Limb landmark coordinates
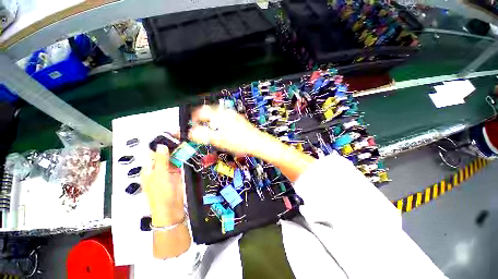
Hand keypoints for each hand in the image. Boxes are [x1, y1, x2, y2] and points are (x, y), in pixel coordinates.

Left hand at [141, 144, 183, 225]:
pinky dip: (183, 158)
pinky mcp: (177, 174)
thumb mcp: (160, 175)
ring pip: (173, 158)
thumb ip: (161, 159)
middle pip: (164, 154)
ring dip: (178, 151)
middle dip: (172, 146)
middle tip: (181, 136)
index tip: (171, 136)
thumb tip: (161, 145)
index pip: (154, 153)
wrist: (171, 207)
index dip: (161, 144)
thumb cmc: (161, 192)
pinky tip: (187, 151)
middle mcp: (158, 168)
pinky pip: (179, 163)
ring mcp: (168, 171)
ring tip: (185, 141)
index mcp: (149, 168)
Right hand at [189, 105, 266, 155]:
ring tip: (210, 126)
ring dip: (212, 119)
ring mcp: (234, 115)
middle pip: (210, 110)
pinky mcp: (238, 119)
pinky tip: (222, 128)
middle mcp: (228, 113)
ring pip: (218, 113)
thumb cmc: (240, 142)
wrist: (257, 143)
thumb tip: (191, 133)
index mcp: (221, 115)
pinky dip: (220, 121)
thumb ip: (204, 135)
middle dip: (203, 117)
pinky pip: (225, 117)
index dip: (195, 117)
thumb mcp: (219, 140)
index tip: (192, 122)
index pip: (202, 111)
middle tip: (200, 124)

● **PROBLEM REQUIREMENTS**
Check every line of the data above for the string "middle", and copy those that have it.

● **ANSWER SPACE**
middle pip: (164, 154)
middle dip: (172, 146)
middle tip: (181, 136)
middle mcp: (158, 168)
middle pip: (210, 110)
middle mcp: (228, 113)
middle dip: (203, 117)
middle tip: (200, 124)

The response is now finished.